Post-Punk at Goldsmiths

An interesting series of talks and film screenings coming up at Goldsmiths in New Cross on Thursdays starting next week and carrying on through to December on the theme 'Post-Punk then and now'. Some key people from that time will be appearing including Green Gartside (Scritti Politti), Gee Vaucher (Crass),  Lydia Lunch and zine innovator Tom Vague.

Post-punk was my formative teenage time. I loved Scritti in both their early scratchy punk and their pure pop phases, thanks to them I first heard of Jacques Derrida, even if thanks to them too I mis-pronounced his name for years. I listened obsessively to Lydia Lunch's version of Some Velvet Morning with Rowland S Howard from the Birthday Party. And I had Gee Voucher's Stations of the Crass poster on my bedsit wall as a young anarcho-punk.

So I will surely be trying to get to as much of this as I can... and yet part of me is ambivalent about the endless raking over of the embers of the punk/post-punk period, and indeed the later rave period which likewise tends to get fetishised as some kind of sub-cultural high tide mark against which the middle aged judge subsequent generations and usually find them wanting. Maybe everyone likes to think that their youth was the coolest time in history, in that respect the once future-facing punks and the ravers ended up just like the hippies before them, forever harping back to 1977 or 1992 as surely as their long haired forerunners droned on about Pink Floyd at the Ally Pally in 1967. What seems like a period of plenitude, as post-punk does, can also be seen as a period of lack. If we looked to people with guitars and synthesisers for political and cultural inspiration it's because to a large extent we didn't have anywhere else to go for information or ideas. It's interesting to talk about these times, but in a critical way that doesn't reinforce myths. There was no golden age, then, since, or now. 


Anonymous said...

oh very nicely put.

but maybe youth now does live out their subculturals differently because of interwebnessness

Transpontine said...

I think it's true that each generation of young people live out their lives differently, the internet/social media context today is very different from the 1980s, but then 1980s Sony Walkman/CDs etc. was also different from previous generation.
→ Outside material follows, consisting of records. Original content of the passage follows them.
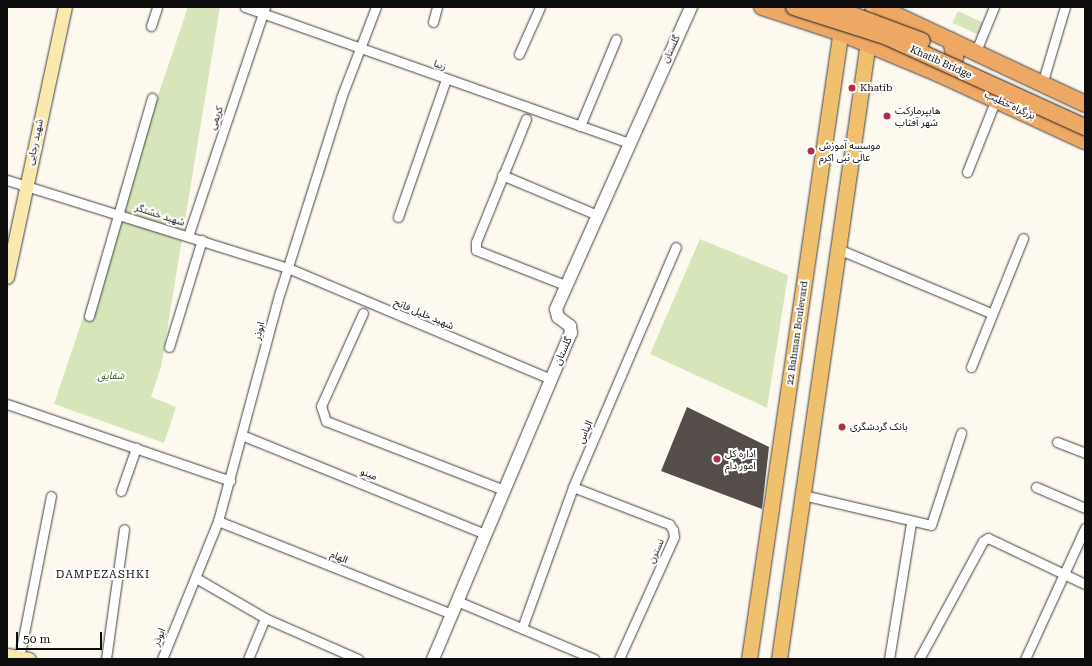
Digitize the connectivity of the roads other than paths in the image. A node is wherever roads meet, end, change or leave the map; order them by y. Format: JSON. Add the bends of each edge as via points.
{"nodes":[{"id":1,"x":65,"y":7,"type":"edge"},
{"id":2,"x":157,"y":7,"type":"edge"},
{"id":3,"x":245,"y":7,"type":"edge"},
{"id":4,"x":376,"y":7,"type":"edge"},
{"id":5,"x":437,"y":7,"type":"edge"},
{"id":6,"x":540,"y":7,"type":"edge"},
{"id":7,"x":691,"y":7,"type":"edge"},
{"id":8,"x":762,"y":7,"type":"edge"},
{"id":9,"x":794,"y":7,"type":"edge"},
{"id":10,"x":831,"y":7,"type":"edge"},
{"id":11,"x":844,"y":7,"type":"edge"},
{"id":12,"x":873,"y":7,"type":"edge"},
{"id":13,"x":879,"y":7,"type":"edge"},
{"id":14,"x":994,"y":7,"type":"edge"},
{"id":15,"x":1065,"y":7,"type":"edge"},
{"id":16,"x":264,"y":10,"type":"edge"},
{"id":17,"x":433,"y":22,"type":"dead end"},
{"id":18,"x":151,"y":26,"type":"dead end"},
{"id":19,"x":841,"y":33,"type":"junction"},
{"id":20,"x":616,"y":39,"type":"dead end"},
{"id":21,"x":951,"y":40,"type":"junction"},
{"id":22,"x":868,"y":44,"type":"junction"},
{"id":23,"x":358,"y":47,"type":"junction"},
{"id":24,"x":979,"y":53,"type":"junction"},
{"id":25,"x":519,"y":54,"type":"dead end"},
{"id":26,"x":937,"y":73,"type":"junction"},
{"id":27,"x":446,"y":79,"type":"junction"},
{"id":28,"x":1042,"y":84,"type":"junction"},
{"id":29,"x":967,"y":85,"type":"junction"},
{"id":30,"x":152,"y":98,"type":"dead end"},
{"id":31,"x":996,"y":99,"type":"junction"},
{"id":32,"x":1085,"y":104,"type":"edge"},
{"id":33,"x":1085,"y":116,"type":"edge"},
{"id":34,"x":526,"y":119,"type":"dead end"},
{"id":35,"x":580,"y":126,"type":"junction"},
{"id":36,"x":1085,"y":127,"type":"edge"},
{"id":37,"x":1085,"y":141,"type":"edge"},
{"id":38,"x":628,"y":143,"type":"junction"},
{"id":39,"x":967,"y":172,"type":"dead end"},
{"id":40,"x":502,"y":175,"type":"junction"},
{"id":41,"x":7,"y":180,"type":"edge"},
{"id":42,"x":26,"y":183,"type":"junction"},
{"id":43,"x":118,"y":213,"type":"junction"},
{"id":44,"x":597,"y":215,"type":"junction"},
{"id":45,"x":398,"y":217,"type":"dead end"},
{"id":46,"x":188,"y":236,"type":"junction"},
{"id":47,"x":1023,"y":238,"type":"dead end"},
{"id":48,"x":202,"y":240,"type":"junction"},
{"id":49,"x":676,"y":247,"type":"dead end"},
{"id":50,"x":838,"y":249,"type":"junction"},
{"id":51,"x":288,"y":268,"type":"junction"},
{"id":52,"x":7,"y":277,"type":"edge"},
{"id":53,"x":565,"y":285,"type":"junction"},
{"id":54,"x":991,"y":312,"type":"junction"},
{"id":55,"x":362,"y":313,"type":"dead end"},
{"id":56,"x":89,"y":316,"type":"dead end"},
{"id":57,"x":169,"y":347,"type":"dead end"},
{"id":58,"x":971,"y":367,"type":"dead end"},
{"id":59,"x":551,"y":379,"type":"junction"},
{"id":60,"x":7,"y":404,"type":"edge"},
{"id":61,"x":961,"y":433,"type":"dead end"},
{"id":62,"x":244,"y":436,"type":"junction"},
{"id":63,"x":1057,"y":442,"type":"dead end"},
{"id":64,"x":136,"y":448,"type":"junction"},
{"id":65,"x":1085,"y":453,"type":"edge"},
{"id":66,"x":230,"y":481,"type":"junction"},
{"id":67,"x":573,"y":487,"type":"junction"},
{"id":68,"x":1036,"y":487,"type":"dead end"},
{"id":69,"x":504,"y":490,"type":"junction"},
{"id":70,"x":121,"y":491,"type":"dead end"},
{"id":71,"x":803,"y":495,"type":"junction"},
{"id":72,"x":51,"y":496,"type":"dead end"},
{"id":73,"x":1085,"y":508,"type":"edge"},
{"id":74,"x":218,"y":521,"type":"junction"},
{"id":75,"x":911,"y":523,"type":"junction"},
{"id":76,"x":1085,"y":528,"type":"edge"},
{"id":77,"x":124,"y":530,"type":"dead end"},
{"id":78,"x":486,"y":534,"type":"junction"},
{"id":79,"x":1065,"y":572,"type":"junction"},
{"id":80,"x":196,"y":578,"type":"junction"},
{"id":81,"x":1085,"y":584,"type":"edge"},
{"id":82,"x":457,"y":601,"type":"junction"},
{"id":83,"x":452,"y":614,"type":"junction"},
{"id":84,"x":264,"y":618,"type":"junction"},
{"id":85,"x":522,"y":628,"type":"junction"},
{"id":86,"x":338,"y":650,"type":"junction"},
{"id":87,"x":18,"y":657,"type":"edge"},
{"id":88,"x":106,"y":659,"type":"edge"},
{"id":89,"x":162,"y":659,"type":"edge"},
{"id":90,"x":248,"y":659,"type":"edge"},
{"id":91,"x":334,"y":659,"type":"edge"},
{"id":92,"x":358,"y":659,"type":"edge"},
{"id":93,"x":433,"y":659,"type":"edge"},
{"id":94,"x":594,"y":659,"type":"edge"},
{"id":95,"x":619,"y":659,"type":"edge"},
{"id":96,"x":749,"y":659,"type":"edge"},
{"id":97,"x":779,"y":659,"type":"edge"},
{"id":98,"x":889,"y":659,"type":"edge"},
{"id":99,"x":919,"y":659,"type":"edge"},
{"id":100,"x":1025,"y":659,"type":"edge"}],
"edges":[{"from":1,"to":42,"type":"main road","name":"شهید رجایی"},
{"from":2,"to":18,"type":"street"},
{"from":3,"to":16,"type":"street","name":"زیبا"},
{"from":4,"to":23,"type":"street","name":"ابوذر"},
{"from":5,"to":17,"type":"street"},
{"from":6,"to":25,"type":"street"},
{"from":7,"to":38,"type":"street","name":"گلستان"},
{"from":8,"to":19,"type":"highway","name":"بزرگراه خطیب"},
{"from":9,"to":36,"type":"highway","name":"Khatib Bridge","bridge":true,"via":[[885,36]]},
{"from":10,"to":33,"type":"highway","name":"Khatib Bridge","bridge":true,"via":[[889,26]]},
{"from":11,"to":19,"type":"main road","name":"22 Bahman Boulevard"},
{"from":12,"to":22,"type":"main road"},
{"from":13,"to":21,"type":"highway"},
{"from":14,"to":24,"type":"street"},
{"from":15,"to":28,"type":"street"},
{"from":16,"to":23,"type":"street","name":"زیبا"},
{"from":16,"to":46,"type":"street","name":"کریمی"},
{"from":19,"to":22,"type":"highway","name":"بزرگراه خطیب"},
{"from":19,"to":96,"type":"main road","name":"22 Bahman Boulevard"},
{"from":20,"to":35,"type":"street"},
{"from":21,"to":24,"type":"highway"},
{"from":21,"to":26,"type":"highway","via":[[955,58],[949,68]]},
{"from":22,"to":26,"type":"highway","name":"بزرگراه خطیب"},
{"from":22,"to":50,"type":"main road"},
{"from":23,"to":27,"type":"street","name":"زیبا"},
{"from":23,"to":51,"type":"street","name":"ابوذر"},
{"from":24,"to":28,"type":"highway"},
{"from":24,"to":29,"type":"highway","via":[[970,53],[960,59],[957,69]]},
{"from":26,"to":29,"type":"highway","name":"بزرگراه خطیب"},
{"from":27,"to":35,"type":"street","name":"زیبا"},
{"from":27,"to":45,"type":"street"},
{"from":28,"to":32,"type":"highway"},
{"from":29,"to":31,"type":"highway","name":"بزرگراه خطیب"},
{"from":30,"to":43,"type":"street"},
{"from":31,"to":37,"type":"highway","name":"بزرگراه خطیب"},
{"from":31,"to":39,"type":"street"},
{"from":34,"to":40,"type":"street"},
{"from":35,"to":38,"type":"street","name":"زیبا"},
{"from":38,"to":44,"type":"street","name":"گلستان"},
{"from":40,"to":44,"type":"street"},
{"from":40,"to":53,"type":"street","via":[[476,242],[476,250]]},
{"from":41,"to":42,"type":"street","name":"شهید خشتگر"},
{"from":42,"to":43,"type":"street","name":"شهید خشتگر"},
{"from":42,"to":52,"type":"main road","name":"شهید رجایی"},
{"from":43,"to":46,"type":"street","name":"شهید خشتگر"},
{"from":43,"to":56,"type":"street"},
{"from":44,"to":53,"type":"street","name":"گلستان"},
{"from":46,"to":48,"type":"street","name":"شهید خشتگر"},
{"from":47,"to":54,"type":"street"},
{"from":48,"to":51,"type":"street","name":"شهید خشتگر"},
{"from":48,"to":57,"type":"street"},
{"from":49,"to":67,"type":"street","name":"الیاس"},
{"from":50,"to":54,"type":"street"},
{"from":50,"to":71,"type":"main road"},
{"from":51,"to":59,"type":"street","name":"شهید خلیل فاتح"},
{"from":51,"to":62,"type":"street","name":"ابوذر"},
{"from":53,"to":59,"type":"street","name":"گلستان","via":[[556,314],[572,330]]},
{"from":54,"to":58,"type":"street"},
{"from":55,"to":69,"type":"street","via":[[321,406],[326,421]]},
{"from":59,"to":69,"type":"street","name":"گلستان"},
{"from":60,"to":64,"type":"street"},
{"from":61,"to":75,"type":"street","via":[[933,522],[927,527]]},
{"from":62,"to":66,"type":"street","name":"ابوذر"},
{"from":62,"to":78,"type":"street","name":"مینو"},
{"from":63,"to":65,"type":"street"},
{"from":64,"to":66,"type":"street"},
{"from":64,"to":70,"type":"street"},
{"from":66,"to":74,"type":"street","name":"ابوذر"},
{"from":67,"to":85,"type":"street","name":"الیاس"},
{"from":67,"to":95,"type":"street","name":"نسترن","via":[[669,524],[673,530],[674,537]]},
{"from":68,"to":73,"type":"street"},
{"from":69,"to":78,"type":"street","name":"گلستان"},
{"from":71,"to":75,"type":"street"},
{"from":71,"to":97,"type":"main road"},
{"from":72,"to":87,"type":"street"},
{"from":74,"to":80,"type":"street","name":"ابوذر"},
{"from":74,"to":83,"type":"street","name":"الهام"},
{"from":75,"to":98,"type":"street"},
{"from":76,"to":79,"type":"street"},
{"from":77,"to":88,"type":"street"},
{"from":78,"to":82,"type":"street","name":"گلستان"},
{"from":79,"to":81,"type":"street"},
{"from":79,"to":99,"type":"street","via":[[988,538],[983,541]]},
{"from":79,"to":100,"type":"street"},
{"from":80,"to":84,"type":"street"},
{"from":80,"to":89,"type":"street","name":"ابوذر"},
{"from":82,"to":83,"type":"street","name":"گلستان"},
{"from":82,"to":85,"type":"street"},
{"from":83,"to":93,"type":"street","name":"گلستان"},
{"from":84,"to":86,"type":"street"},
{"from":84,"to":90,"type":"street"},
{"from":85,"to":94,"type":"street"},
{"from":86,"to":91,"type":"street"},
{"from":86,"to":92,"type":"street"}]}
Maybe subculture in the sense of a distinct music-identified scene is less significant now. Maybe the particular fixation of previous generations on music was linked to being starved of the visual. A handful of TV channels and no means beyond super-8 to make/share films for most people. But I guess what I question is the assumption that whatever went before was therefore more significant/radical/avant garde than now.